George W. Bush a annoncé mardi la création dans le Pacifique d'une zone océanique protégée d'une superficie équivalente à celle de l'Espagne, deux semaines avant la fin d'une présidence au bilan environnemental très contesté.

Mis à jour le 6 janv. 2009
Laurent Lozano AGENCE FRANCE-PRESSE

Selon la Maison-Blanche, M. Bush a placé sous protection la zone océanique la plus vaste au monde en déclarant «monuments nationaux marins» trois sites: la Fosse des Mariannes et des massifs coralliens des îles Mariannes; l'Atoll rose, à l'extrémité est des Samoa américaines; et un archipel isolé du Pacifique. Les trois sites totalisent environ 505 000 kilomètres carrés.

Ce classement devrait protéger des raretés naturelles comme le crabe géant des cocotiers (le plus gros crustacé terrestre au monde); le seul oiseau connu pour utiliser la chaleur volcanique pour l'incubation de ses oeufs; une chaîne de 21 volcans actifs au fond de la Fosse des Mariannes, près de l'île de Guam, la plus profonde au monde à environ moins 11 000 mètres.

Il va de pair avec des mesures de préservation de la ressource et des interdictions ou des restrictions de la pêche commerciale ou de la pêche de loisir.

Ces mesures «apportent la touche finale à un engagement de huit années en faveur d'une politique forte de protection et de conservation de l'environnement. Je sais que cela semble contraire aux idées convenues qu'ont beaucoup dans les médias», a-t-il dit.

Mais, depuis 2001 et le début de sa présidence, «nous avons mené des politiques de bon sens et je peux dire au moment de partir: notre air est plus propre, notre eau est plus pure et nos terres sont mieux protégées», a-t-il dit dans, peut-être, son dernier plaidoyer de président en faveur de sa politique environnementale.

Et, en effet, les annonces de mardi ont valu des louanges à celui qui a volontiers été la tête de Turc des défenseurs de l'environnement à cause de son opposition passée à des quotas contraignants pour lutter contre le réchauffement climatique.

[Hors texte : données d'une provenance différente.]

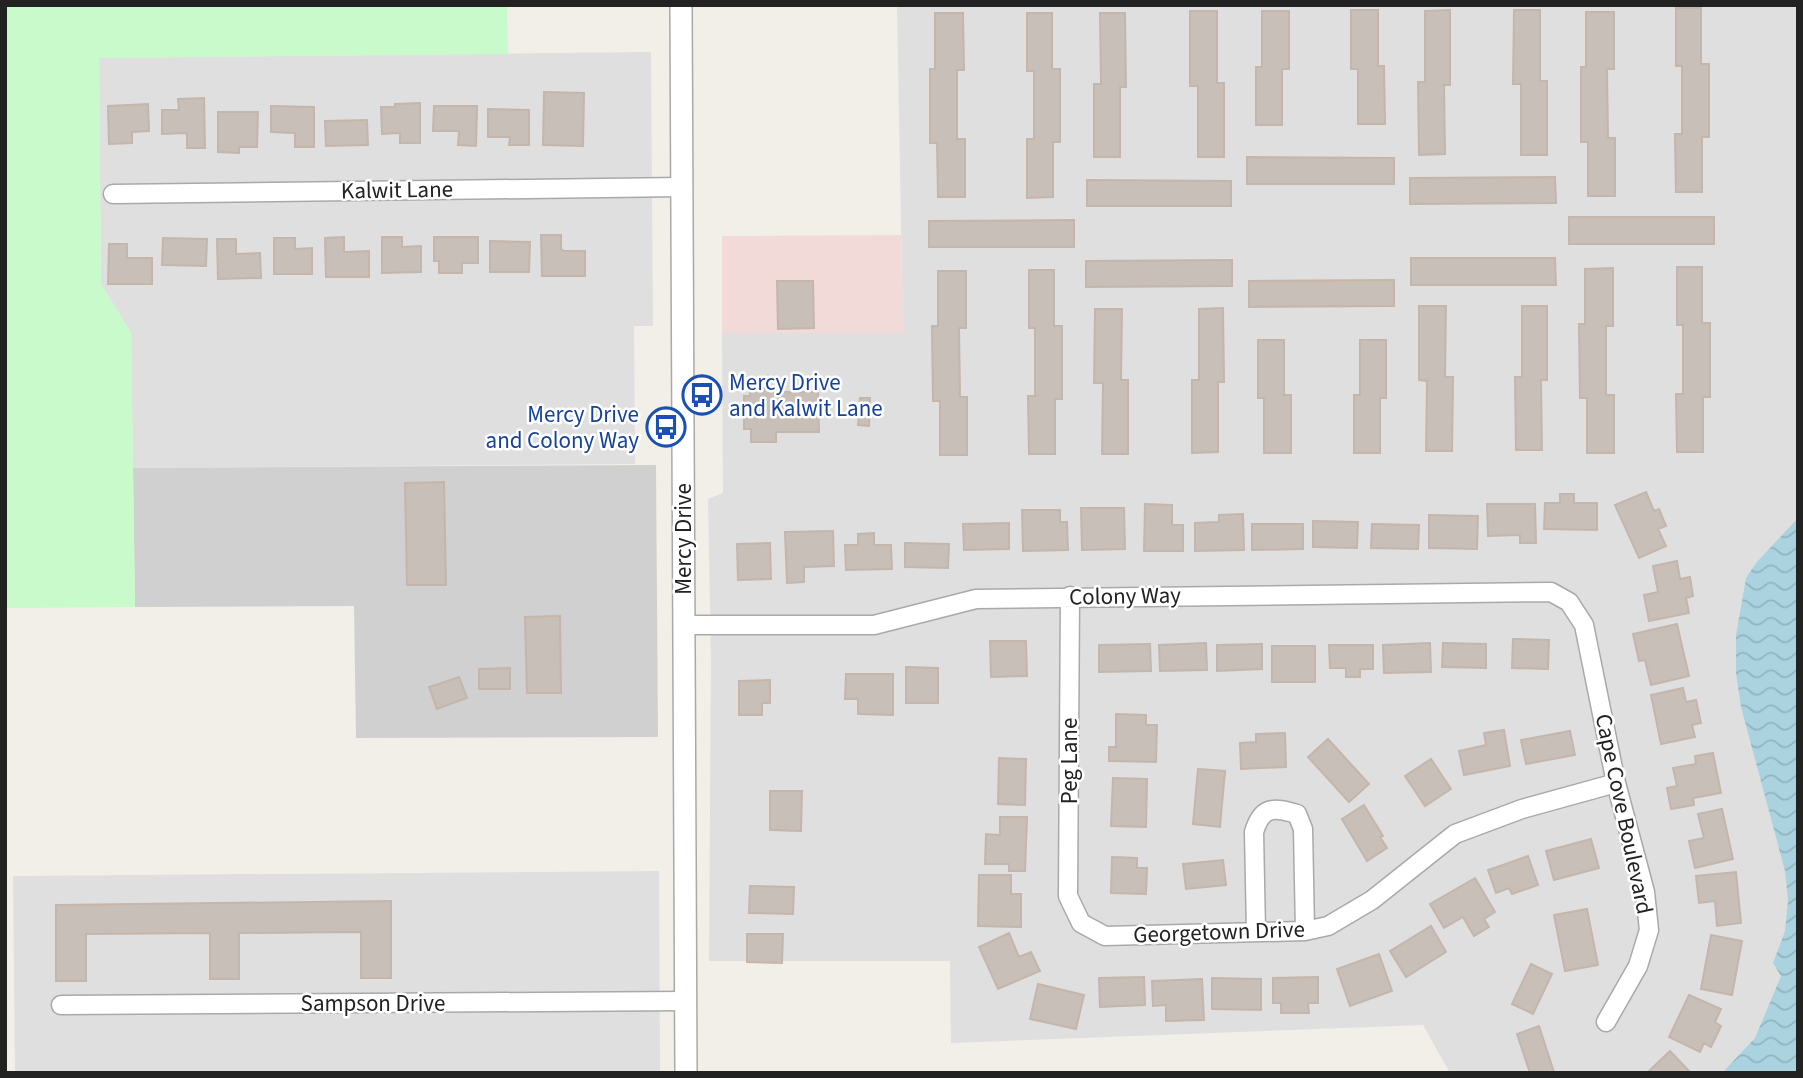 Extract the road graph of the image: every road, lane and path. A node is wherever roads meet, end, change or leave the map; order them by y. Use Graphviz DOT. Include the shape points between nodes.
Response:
graph roads {
  1 [pos="681,5"];
  2 [pos="682,187"];
  3 [pos="113,194"];
  4 [pos="1070,596"];
  5 [pos="1569,602"];
  6 [pos="683,625"];
  7 [pos="1616,783"];
  8 [pos="1081,923"];
  9 [pos="1305,931"];
  10 [pos="1256,932"];
  11 [pos="685,1001"];
  12 [pos="61,1005"];
  13 [pos="1606,1022"];
  14 [pos="686,1073"];
  1 -- 2 [label="street, Mercy Drive"];
  2 -- 3 [label="street, Kalwit Lane"];
  2 -- 6 [label="street, Mercy Drive"];
  4 -- 5 [label="street, Colony Way" via="1551,592"];
  4 -- 6 [label="street, Colony Way" via="976,599 874,625"];
  4 -- 8 [label="street, Peg Lane" via="1068,896"];
  5 -- 7 [label="street, Cape Cove Boulevard" via="1584,625"];
  6 -- 11 [label="street, Mercy Drive"];
  7 -- 9 [label="street, Georgetown Drive" via="1522,809 1455,834 1372,900 1328,926"];
  7 -- 13 [label="street, Cape Cove Boulevard" via="1645,892 1649,930 1638,966"];
  8 -- 10 [label="street, Georgetown Drive" via="1105,936"];
  9 -- 10 [label="street, Georgetown Drive"];
  9 -- 10 [label="street" via="1303,829 1297,814 1282,810 1259,817 1254,832"];
  11 -- 12 [label="street, Sampson Drive"];
  11 -- 14 [label="street, Mercy Drive"];
} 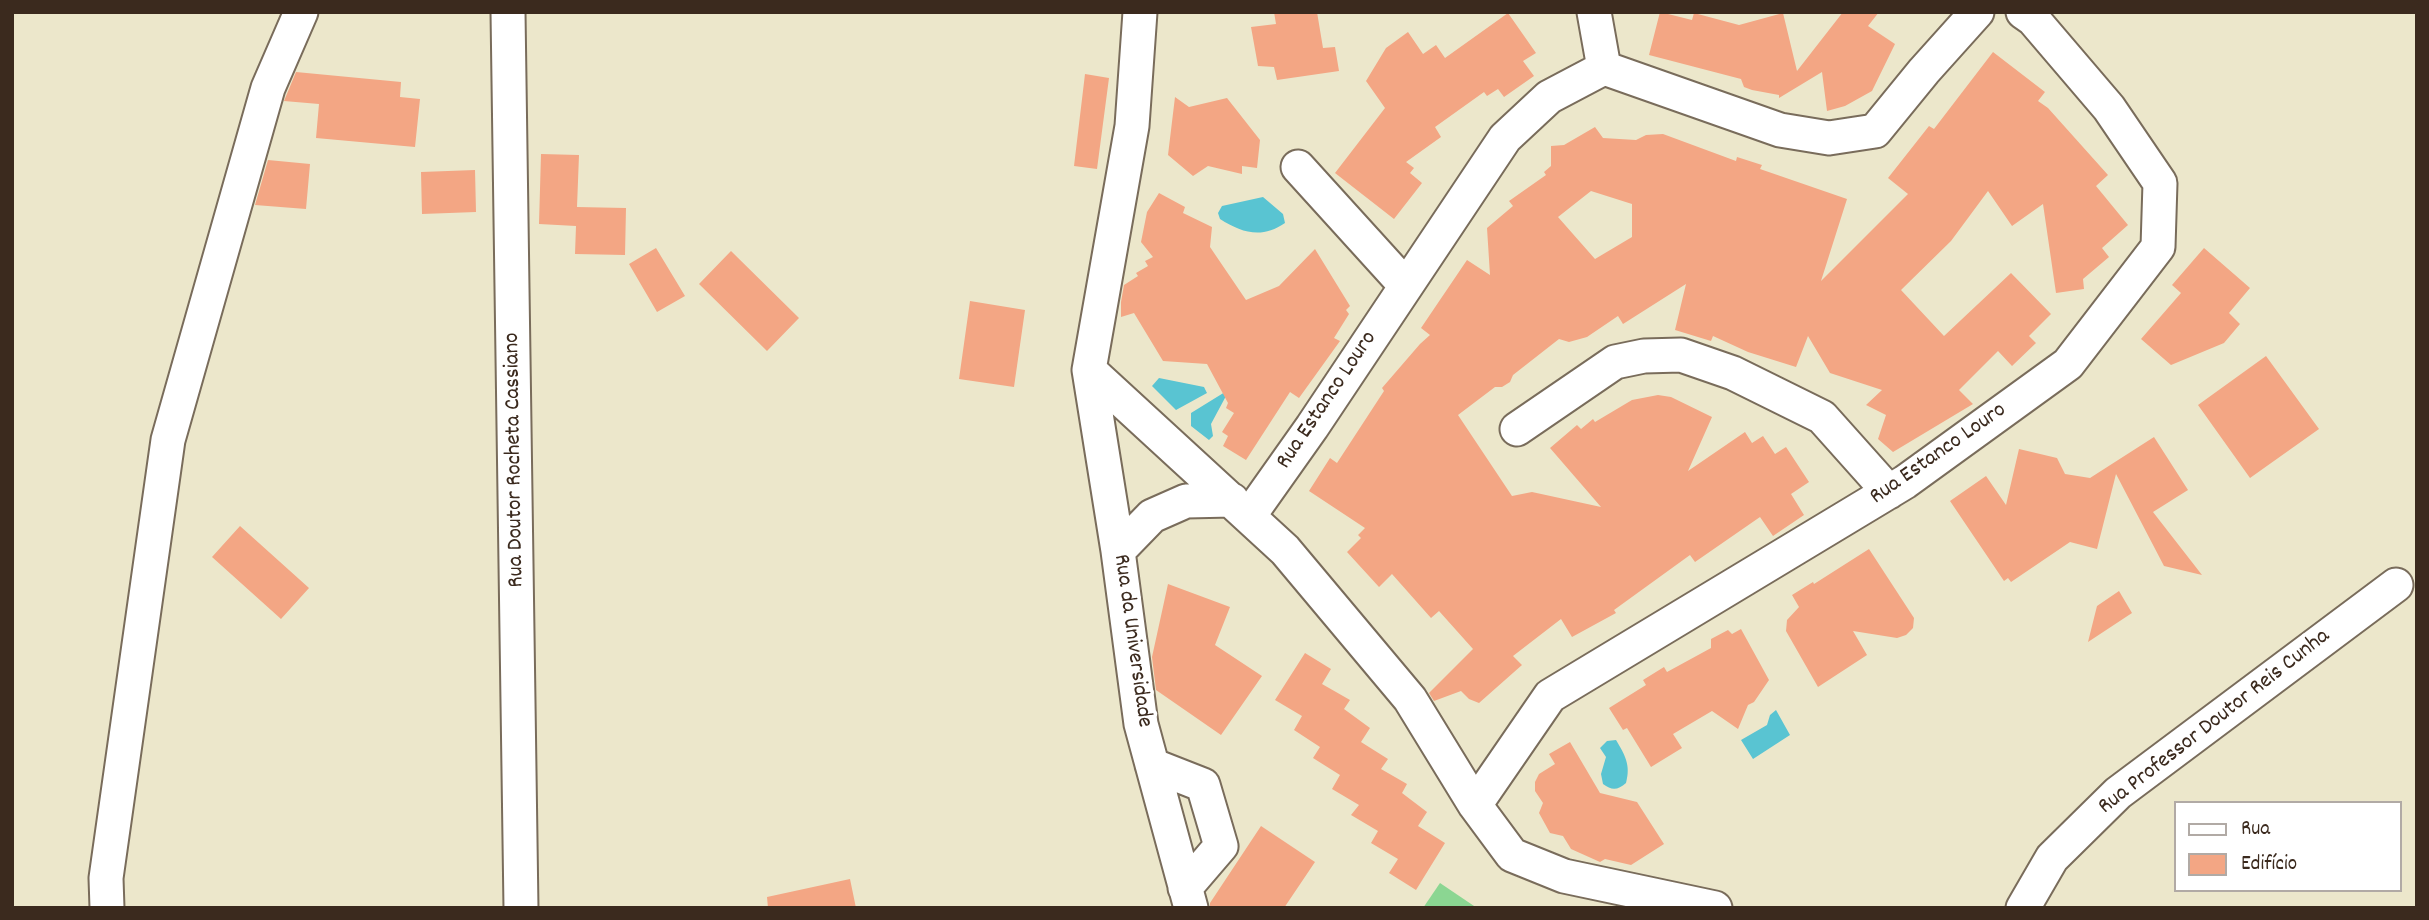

Il a aussi causé bien des crispations en 2008 en poussant à une reprise des forages au large des côtes américaines après plus de vingt ans de moratoire.

Pour les scientifiques, le classement annoncé mardi offre «des perspectives magnifiques», a dit Roger McManus, vice-président du groupe de protection de l'environnement Conservation International, pour qui «vous ne trouverez jamais un meilleur laboratoire naturel que dans ces endroits-là».

Même si des défenseurs de l'environnement ont relevé que certaines des zones bénéficiaient déjà d'une forte protection et qu'il ne fallait pas perdre de vue la totalité de la politique environnementale de M. Bush, «la décision historique prise par le président Bush protège une partie de l'habitat océanique le plus rare et le plus important d'un point de vue biologique», a dit Joshua S. Reichert, pour le Pew Environment Group.

«Ceci marque la fin d'une époque où l'être humain a compris de mieux en mieux la nécessité de conserver des espaces sauvages en voie de disparition sur la terre, mais n'a pas vu que les océans connaissaient le même sort», a-t-il dit.

La Fosse des Mariannes, cinq fois plus longue que le Grand Canyon, recèle le seul cratère de soufre en ébullition sur Terre et une faune «fascinante» vivant dans des conditions extrêmes qui, selon les scientifiques, pourraient être semblables à celles où la vie est apparue, a dit M. Bush.

Les massifs coralliens placés dans le même ensemble abritent plus de 300 variétés de coraux et l'une des plus grandes abondances de poissons de l'archipel.

L'Atoll rose est une zone réduite mais spectaculaire qui tient son nom de la couleur que lui donne une algue. Il abrite des palourdes géantes, des requins des récifs, de très gros poissons perroquets et est le séjour fréquent de baleines à bosse et de marsouins.

Le dernier archipel est décrit comme un paradis pour les oiseaux de mer et les oiseaux migrateurs.